Júlia riu. As pessoas diziam que era engraçado. A forma direta de falar que eu tenho. Nunca entendi. Eu só falo, mas ok, se diverte as pessoas, melhor. E eu já tinha visto um hipster de cachinhos. Faltava só ele me ver.

Júlia sempre achava graça quando eu tentava flertar. Desengonçada, ela dizia. Mas funciona pra você, ela dizia. Júlia queria o novo amor, né? Eu sempre tive isso de só querer mesmo um rostinho bonito. A errada sou eu. De não querer o par quase nunca. Os livros chateiam menos, eu disse a ela. Júlia riu e perguntou se o da vez era aquele ali de olhos claros, pegando cerveja no balcão. Era. Ela ficou roxa, vermelha, azul. Caiu na gargalhada. Foi no balcão. Abraçou o rapaz e trouxe para a mesa.
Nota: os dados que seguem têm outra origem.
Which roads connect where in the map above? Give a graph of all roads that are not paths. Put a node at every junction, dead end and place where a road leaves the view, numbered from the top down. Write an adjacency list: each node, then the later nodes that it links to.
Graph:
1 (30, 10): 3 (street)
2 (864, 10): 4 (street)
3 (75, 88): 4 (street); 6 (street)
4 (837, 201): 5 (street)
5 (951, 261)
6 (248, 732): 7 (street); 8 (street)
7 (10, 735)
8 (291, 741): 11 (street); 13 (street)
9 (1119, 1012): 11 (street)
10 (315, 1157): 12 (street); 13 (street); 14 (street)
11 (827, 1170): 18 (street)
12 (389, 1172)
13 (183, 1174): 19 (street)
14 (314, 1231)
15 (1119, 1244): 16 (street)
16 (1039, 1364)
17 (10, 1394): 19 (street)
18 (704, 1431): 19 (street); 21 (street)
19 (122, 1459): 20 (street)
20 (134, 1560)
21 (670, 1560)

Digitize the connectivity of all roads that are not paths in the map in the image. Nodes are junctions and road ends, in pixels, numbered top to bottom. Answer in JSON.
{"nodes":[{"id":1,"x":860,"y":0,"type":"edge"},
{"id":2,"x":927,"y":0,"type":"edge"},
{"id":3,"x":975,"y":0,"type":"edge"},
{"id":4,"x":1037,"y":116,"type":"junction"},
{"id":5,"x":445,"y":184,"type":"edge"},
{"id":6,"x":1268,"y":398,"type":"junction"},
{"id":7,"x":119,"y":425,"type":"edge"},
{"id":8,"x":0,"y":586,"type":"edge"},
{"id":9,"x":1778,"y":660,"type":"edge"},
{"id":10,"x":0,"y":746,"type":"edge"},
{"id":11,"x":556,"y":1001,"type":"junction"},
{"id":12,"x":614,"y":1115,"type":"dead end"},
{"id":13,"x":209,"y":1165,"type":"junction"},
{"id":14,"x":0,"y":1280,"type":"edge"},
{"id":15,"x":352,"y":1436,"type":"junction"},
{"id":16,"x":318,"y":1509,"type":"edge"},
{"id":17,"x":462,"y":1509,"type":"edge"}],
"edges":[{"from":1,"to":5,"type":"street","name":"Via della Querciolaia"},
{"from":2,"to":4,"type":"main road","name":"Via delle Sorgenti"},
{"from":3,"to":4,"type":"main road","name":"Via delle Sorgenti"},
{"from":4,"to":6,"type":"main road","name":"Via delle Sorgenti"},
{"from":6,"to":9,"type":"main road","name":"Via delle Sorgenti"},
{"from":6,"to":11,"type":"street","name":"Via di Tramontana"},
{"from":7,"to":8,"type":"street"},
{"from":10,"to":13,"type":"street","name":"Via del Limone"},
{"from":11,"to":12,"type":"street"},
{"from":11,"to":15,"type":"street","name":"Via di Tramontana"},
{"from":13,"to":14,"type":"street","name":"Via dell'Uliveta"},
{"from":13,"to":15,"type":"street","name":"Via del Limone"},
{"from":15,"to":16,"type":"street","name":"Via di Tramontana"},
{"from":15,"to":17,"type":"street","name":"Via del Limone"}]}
Por alguma razão a cretina conhecia ele faz anos e nunca tinha lhe ocorrido me apresentar.

– Prazer, Mariana
– Prazer, João
– Agora que eu estou tentando entender porque nunca apresentei vocês. Não dou cinco minutos para estarem falando de coisas que desconheço sobre poesia e eu não estar aqui presente. E eu estarei feliz.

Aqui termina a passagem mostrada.